Saved data entries

────

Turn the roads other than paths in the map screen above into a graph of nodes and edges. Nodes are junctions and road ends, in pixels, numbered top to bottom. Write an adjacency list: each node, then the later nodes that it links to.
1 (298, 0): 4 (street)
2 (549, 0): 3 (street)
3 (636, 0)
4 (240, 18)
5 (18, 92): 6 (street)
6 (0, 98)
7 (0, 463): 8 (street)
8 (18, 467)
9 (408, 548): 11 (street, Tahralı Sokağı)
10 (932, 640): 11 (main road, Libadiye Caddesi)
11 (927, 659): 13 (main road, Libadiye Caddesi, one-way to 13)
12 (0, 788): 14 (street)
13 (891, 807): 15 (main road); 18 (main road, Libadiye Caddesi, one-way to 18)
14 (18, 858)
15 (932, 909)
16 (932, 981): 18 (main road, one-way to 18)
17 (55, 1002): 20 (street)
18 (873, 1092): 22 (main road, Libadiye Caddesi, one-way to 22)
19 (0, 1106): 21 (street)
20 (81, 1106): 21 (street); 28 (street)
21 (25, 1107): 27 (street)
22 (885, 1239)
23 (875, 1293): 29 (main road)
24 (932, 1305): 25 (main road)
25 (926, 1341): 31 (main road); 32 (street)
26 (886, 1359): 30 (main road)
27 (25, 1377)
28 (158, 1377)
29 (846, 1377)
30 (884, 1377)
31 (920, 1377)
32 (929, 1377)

────

_Task_
What you should do is return the records above exactly, leaving nothing out.

_Result for this task_
Turn the roads other than paths in the map screen above into a graph of nodes and edges. Nodes are junctions and road ends, in pixels, numbered top to bottom. Write an adjacency list: each node, then the later nodes that it links to.
1 (298, 0): 4 (street)
2 (549, 0): 3 (street)
3 (636, 0)
4 (240, 18)
5 (18, 92): 6 (street)
6 (0, 98)
7 (0, 463): 8 (street)
8 (18, 467)
9 (408, 548): 11 (street, Tahralı Sokağı)
10 (932, 640): 11 (main road, Libadiye Caddesi)
11 (927, 659): 13 (main road, Libadiye Caddesi, one-way to 13)
12 (0, 788): 14 (street)
13 (891, 807): 15 (main road); 18 (main road, Libadiye Caddesi, one-way to 18)
14 (18, 858)
15 (932, 909)
16 (932, 981): 18 (main road, one-way to 18)
17 (55, 1002): 20 (street)
18 (873, 1092): 22 (main road, Libadiye Caddesi, one-way to 22)
19 (0, 1106): 21 (street)
20 (81, 1106): 21 (street); 28 (street)
21 (25, 1107): 27 (street)
22 (885, 1239)
23 (875, 1293): 29 (main road)
24 (932, 1305): 25 (main road)
25 (926, 1341): 31 (main road); 32 (street)
26 (886, 1359): 30 (main road)
27 (25, 1377)
28 (158, 1377)
29 (846, 1377)
30 (884, 1377)
31 (920, 1377)
32 (929, 1377)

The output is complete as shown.